Rares sont les mots utilisés exclusivement comme termes d'adresse. Même « sir » peut être employé de façon référentielle dans une phrase comme « Sir said I

could do that » (« Monsieur a dit que je pouvais le faire »), qui pourrait être prononcée

par un écolier anglais. Les prénoms et les mots du type « darling », « dear », « mate », etc., sont très souvent utilisés comme vocatifs. Ce n'est pas le cas de « wall » par exemple. Il peut néanmoins fonctionner comme un vocatif dans un match de football.

(ii) Le pronom « you »

Lagorgette oublie de mentionner les pronoms dans les termes pouvant être utilisés pour s'adresser à quelqu'un. En effet, lorsqu'on s'adresse à quelqu'un, on s'adresse à une deuxième personne, et l'on peut dire que tout terme d'adresse est étroitement lié au pronom de deuxième personne « you » (ou « tu » et « vous » en français), qui possède lui-même des qualités de terme d'adresse. Comme le dit Kerbrat-Orecchioni (1992 : 59), « les diverses formes de l'adresse ne doivent pas être envisagées isolément, mais en système, car c'est en combinaison qu'elles peuvent se voir attribuer une valeur pragmatique relativement précise ». Les pronoms doivent être pris en considération dans toute étude des termes d'adresse.

Les deux formes de « you » (pronom personnel et pronom en adresse) diffèrent dans leur manière d'exprimer l'attitude du locuteur. La première est neutre, la seconde est souvent un indicateur d'inimitié ou de supériorité, comme dans : « you,

resume your seat, and answer my questions » (Jane Eyre, chapitre 13, p. 142 ; ici, Mr.

Rochester donne un ordre à Jane, son employée). Mais il peut aussi marquer l'exclamation, comme dans : « You! ». Si le pronom « you » se conforme aussi à certaines règles syntaxiques, ce n'est pas le cas du terme d'adresse « you » qui peut se situer n'importe où dans la phrase et ne pas être suivi d'un verbe. Le terme d'adresse « you » permet la substitution. Dans l'exemple mentionné précédemment : « you, resume

your seat, and answer my questions », le terme « you » pourrait très bien être remplacé par

« Jane », puisque Mr. Rochester s'adresse à la jeune femme. Mais, dans d'autres contextes, on aurait très bien pu le substituer par « darling », « you stupid fool », et bien d'autres termes d'adresse, que l'on pourrait qualifier de variantes de « you » en adresse directe. Le terme d'adresse « you » est assez inhabituel dans le sens où il ne spécifie pas le nombre. Mais, à l'instar des autres termes d'adresse, il apporte clairement des informations concernant les sentiments du locuteur.
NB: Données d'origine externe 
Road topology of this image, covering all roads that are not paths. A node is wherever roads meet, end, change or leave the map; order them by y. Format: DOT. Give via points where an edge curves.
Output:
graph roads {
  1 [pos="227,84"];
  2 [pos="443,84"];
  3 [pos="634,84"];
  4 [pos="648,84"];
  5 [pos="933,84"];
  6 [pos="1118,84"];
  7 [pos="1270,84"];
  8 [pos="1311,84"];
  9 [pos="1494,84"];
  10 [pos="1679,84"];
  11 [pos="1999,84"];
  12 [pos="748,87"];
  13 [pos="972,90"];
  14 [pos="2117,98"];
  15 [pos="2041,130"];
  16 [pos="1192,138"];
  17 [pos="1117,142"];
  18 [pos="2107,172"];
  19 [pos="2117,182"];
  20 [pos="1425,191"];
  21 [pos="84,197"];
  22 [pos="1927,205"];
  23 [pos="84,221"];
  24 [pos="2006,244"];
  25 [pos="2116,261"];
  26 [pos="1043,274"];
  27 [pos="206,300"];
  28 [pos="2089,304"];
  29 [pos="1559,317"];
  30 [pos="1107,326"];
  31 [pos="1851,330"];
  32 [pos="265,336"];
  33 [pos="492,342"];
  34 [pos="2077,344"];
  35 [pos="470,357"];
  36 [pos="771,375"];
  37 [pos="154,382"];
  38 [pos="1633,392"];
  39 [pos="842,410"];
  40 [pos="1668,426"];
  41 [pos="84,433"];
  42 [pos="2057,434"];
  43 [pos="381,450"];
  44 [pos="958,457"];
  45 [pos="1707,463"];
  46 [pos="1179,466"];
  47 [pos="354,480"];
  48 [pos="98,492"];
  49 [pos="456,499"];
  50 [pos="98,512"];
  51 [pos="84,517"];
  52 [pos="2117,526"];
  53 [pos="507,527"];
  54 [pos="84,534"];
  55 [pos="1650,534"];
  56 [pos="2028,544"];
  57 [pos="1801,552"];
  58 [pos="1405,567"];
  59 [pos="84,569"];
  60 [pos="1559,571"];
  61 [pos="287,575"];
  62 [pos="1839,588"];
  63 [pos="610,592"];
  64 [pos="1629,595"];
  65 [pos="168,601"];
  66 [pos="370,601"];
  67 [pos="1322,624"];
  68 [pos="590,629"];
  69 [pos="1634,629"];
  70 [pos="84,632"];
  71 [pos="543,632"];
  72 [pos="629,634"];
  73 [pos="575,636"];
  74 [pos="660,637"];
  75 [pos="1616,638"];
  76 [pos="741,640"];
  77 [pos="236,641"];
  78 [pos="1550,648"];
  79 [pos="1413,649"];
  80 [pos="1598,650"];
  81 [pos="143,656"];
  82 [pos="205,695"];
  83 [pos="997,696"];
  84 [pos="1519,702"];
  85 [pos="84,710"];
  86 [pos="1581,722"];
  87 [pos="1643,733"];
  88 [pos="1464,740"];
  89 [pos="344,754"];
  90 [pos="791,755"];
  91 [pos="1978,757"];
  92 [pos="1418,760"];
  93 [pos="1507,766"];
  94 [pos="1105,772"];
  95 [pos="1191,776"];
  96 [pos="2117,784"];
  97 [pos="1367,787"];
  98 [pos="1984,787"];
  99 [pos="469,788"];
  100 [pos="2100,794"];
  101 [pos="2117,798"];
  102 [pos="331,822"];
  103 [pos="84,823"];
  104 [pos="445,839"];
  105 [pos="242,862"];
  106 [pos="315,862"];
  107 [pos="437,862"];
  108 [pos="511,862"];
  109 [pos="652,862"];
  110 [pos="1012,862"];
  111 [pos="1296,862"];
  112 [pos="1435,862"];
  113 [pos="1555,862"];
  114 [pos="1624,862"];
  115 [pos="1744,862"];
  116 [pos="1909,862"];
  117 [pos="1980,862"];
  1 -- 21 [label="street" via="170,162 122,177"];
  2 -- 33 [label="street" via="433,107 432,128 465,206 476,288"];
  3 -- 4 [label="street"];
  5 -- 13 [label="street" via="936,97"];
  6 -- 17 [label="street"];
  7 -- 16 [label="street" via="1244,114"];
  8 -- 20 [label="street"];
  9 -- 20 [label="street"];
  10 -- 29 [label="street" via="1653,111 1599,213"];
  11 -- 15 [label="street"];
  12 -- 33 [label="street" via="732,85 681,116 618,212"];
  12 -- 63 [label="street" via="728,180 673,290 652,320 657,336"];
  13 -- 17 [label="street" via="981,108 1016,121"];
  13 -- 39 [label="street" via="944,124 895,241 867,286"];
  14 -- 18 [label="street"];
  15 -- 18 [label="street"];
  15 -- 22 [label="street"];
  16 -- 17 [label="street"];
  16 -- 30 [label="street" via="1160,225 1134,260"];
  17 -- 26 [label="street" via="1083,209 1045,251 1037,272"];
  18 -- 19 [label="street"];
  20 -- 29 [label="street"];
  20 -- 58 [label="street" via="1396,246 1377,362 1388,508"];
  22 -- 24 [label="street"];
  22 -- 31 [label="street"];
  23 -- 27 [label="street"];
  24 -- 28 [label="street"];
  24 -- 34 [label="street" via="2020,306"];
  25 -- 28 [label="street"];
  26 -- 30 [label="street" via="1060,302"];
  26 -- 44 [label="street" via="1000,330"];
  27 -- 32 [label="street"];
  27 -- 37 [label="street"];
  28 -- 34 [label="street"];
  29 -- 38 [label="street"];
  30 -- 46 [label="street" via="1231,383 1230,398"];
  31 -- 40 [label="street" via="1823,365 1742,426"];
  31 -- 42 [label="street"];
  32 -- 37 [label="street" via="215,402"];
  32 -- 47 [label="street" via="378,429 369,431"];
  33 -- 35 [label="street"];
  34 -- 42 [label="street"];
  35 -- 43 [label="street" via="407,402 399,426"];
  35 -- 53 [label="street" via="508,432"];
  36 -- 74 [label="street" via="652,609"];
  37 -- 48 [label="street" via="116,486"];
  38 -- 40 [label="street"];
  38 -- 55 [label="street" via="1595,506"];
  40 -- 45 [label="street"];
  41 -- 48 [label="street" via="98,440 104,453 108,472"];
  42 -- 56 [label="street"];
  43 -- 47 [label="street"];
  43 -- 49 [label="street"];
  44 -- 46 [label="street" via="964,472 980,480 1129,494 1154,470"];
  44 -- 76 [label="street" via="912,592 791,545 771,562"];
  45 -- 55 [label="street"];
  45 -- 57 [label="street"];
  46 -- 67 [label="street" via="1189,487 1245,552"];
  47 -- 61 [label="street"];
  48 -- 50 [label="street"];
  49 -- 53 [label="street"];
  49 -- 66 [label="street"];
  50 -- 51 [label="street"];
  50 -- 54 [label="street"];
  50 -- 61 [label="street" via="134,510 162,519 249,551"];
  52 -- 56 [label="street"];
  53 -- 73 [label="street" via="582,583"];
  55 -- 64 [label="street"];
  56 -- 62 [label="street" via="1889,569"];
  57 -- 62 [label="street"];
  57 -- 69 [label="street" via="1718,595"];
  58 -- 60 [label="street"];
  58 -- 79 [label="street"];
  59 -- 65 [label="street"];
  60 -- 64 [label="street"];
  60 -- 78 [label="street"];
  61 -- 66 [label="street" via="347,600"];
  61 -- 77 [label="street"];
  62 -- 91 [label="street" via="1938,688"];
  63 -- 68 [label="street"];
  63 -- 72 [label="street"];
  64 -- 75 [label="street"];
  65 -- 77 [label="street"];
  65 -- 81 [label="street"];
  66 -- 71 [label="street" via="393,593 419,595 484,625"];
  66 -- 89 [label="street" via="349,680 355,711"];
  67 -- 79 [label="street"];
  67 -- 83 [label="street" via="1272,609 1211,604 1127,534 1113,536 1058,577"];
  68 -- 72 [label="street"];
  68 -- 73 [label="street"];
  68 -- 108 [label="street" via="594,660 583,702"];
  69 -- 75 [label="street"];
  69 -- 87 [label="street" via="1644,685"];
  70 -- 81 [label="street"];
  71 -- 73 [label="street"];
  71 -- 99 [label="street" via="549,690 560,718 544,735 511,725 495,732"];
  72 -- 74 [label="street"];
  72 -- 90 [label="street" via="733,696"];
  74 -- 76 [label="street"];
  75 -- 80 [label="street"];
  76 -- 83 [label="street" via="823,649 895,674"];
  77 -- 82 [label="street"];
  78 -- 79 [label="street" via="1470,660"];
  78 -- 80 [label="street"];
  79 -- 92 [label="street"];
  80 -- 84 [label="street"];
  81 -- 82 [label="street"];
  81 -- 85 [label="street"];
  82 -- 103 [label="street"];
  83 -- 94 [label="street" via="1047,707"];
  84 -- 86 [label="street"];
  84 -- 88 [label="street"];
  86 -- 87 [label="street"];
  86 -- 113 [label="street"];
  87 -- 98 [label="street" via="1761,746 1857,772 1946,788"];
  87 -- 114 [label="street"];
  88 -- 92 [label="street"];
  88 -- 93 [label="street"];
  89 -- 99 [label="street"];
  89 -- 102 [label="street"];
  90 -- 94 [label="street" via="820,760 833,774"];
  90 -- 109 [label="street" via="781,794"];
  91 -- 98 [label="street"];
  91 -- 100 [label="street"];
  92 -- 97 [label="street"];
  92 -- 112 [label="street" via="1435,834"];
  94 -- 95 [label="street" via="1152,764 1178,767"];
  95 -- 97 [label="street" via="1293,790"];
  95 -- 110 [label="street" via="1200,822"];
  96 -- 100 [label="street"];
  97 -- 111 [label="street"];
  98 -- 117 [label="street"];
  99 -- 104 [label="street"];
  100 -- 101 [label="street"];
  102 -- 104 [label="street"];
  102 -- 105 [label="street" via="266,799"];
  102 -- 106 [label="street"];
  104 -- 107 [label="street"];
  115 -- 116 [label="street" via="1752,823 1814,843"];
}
Quel que soit le terme d'adresse, il est toujours utilisé pour désigner l'autre, l'allocutaire. Le terme « you » est invariablement implicite dans chaque terme ou expression employée en adresse directe. En d'autres termes, tout terme d'adresse peut être considéré comme étant une explicitation de « you ». Par exemple, dans

Daniel Deronda, de George Eliot, lorsque Gwendolen s'adresse à sa demi-sœur Isabel

qui vient de faire une bêtise et lui dit « you perverse little creature » (chapitre 3, p. 20), le « you » suivi d'un groupe nominal (l'emploi le plus commun de « you » dans des expressions en adresse directe, selon Dunkling33) est ici emphatique et indique le reproche. La locutrice aurait très bien pu supprimer « you » et seulement dire « perverse

little creature », ou remplacer l'expression tout entière par le prénom de l'allocutaire,

« Isabel ». Plus tard, Gwendolen s'adresse à sa mère, lui pose une question sur son nez et lui dit simplement « mamma » : « how about my nose, mamma ? » (Ibid.). Elle répète ce

terme pour lui dire d'arrêter de faire des remarques inintéressantes teintées de tristesse : « now, mamma, don't begin to be dull here » (Ibid.).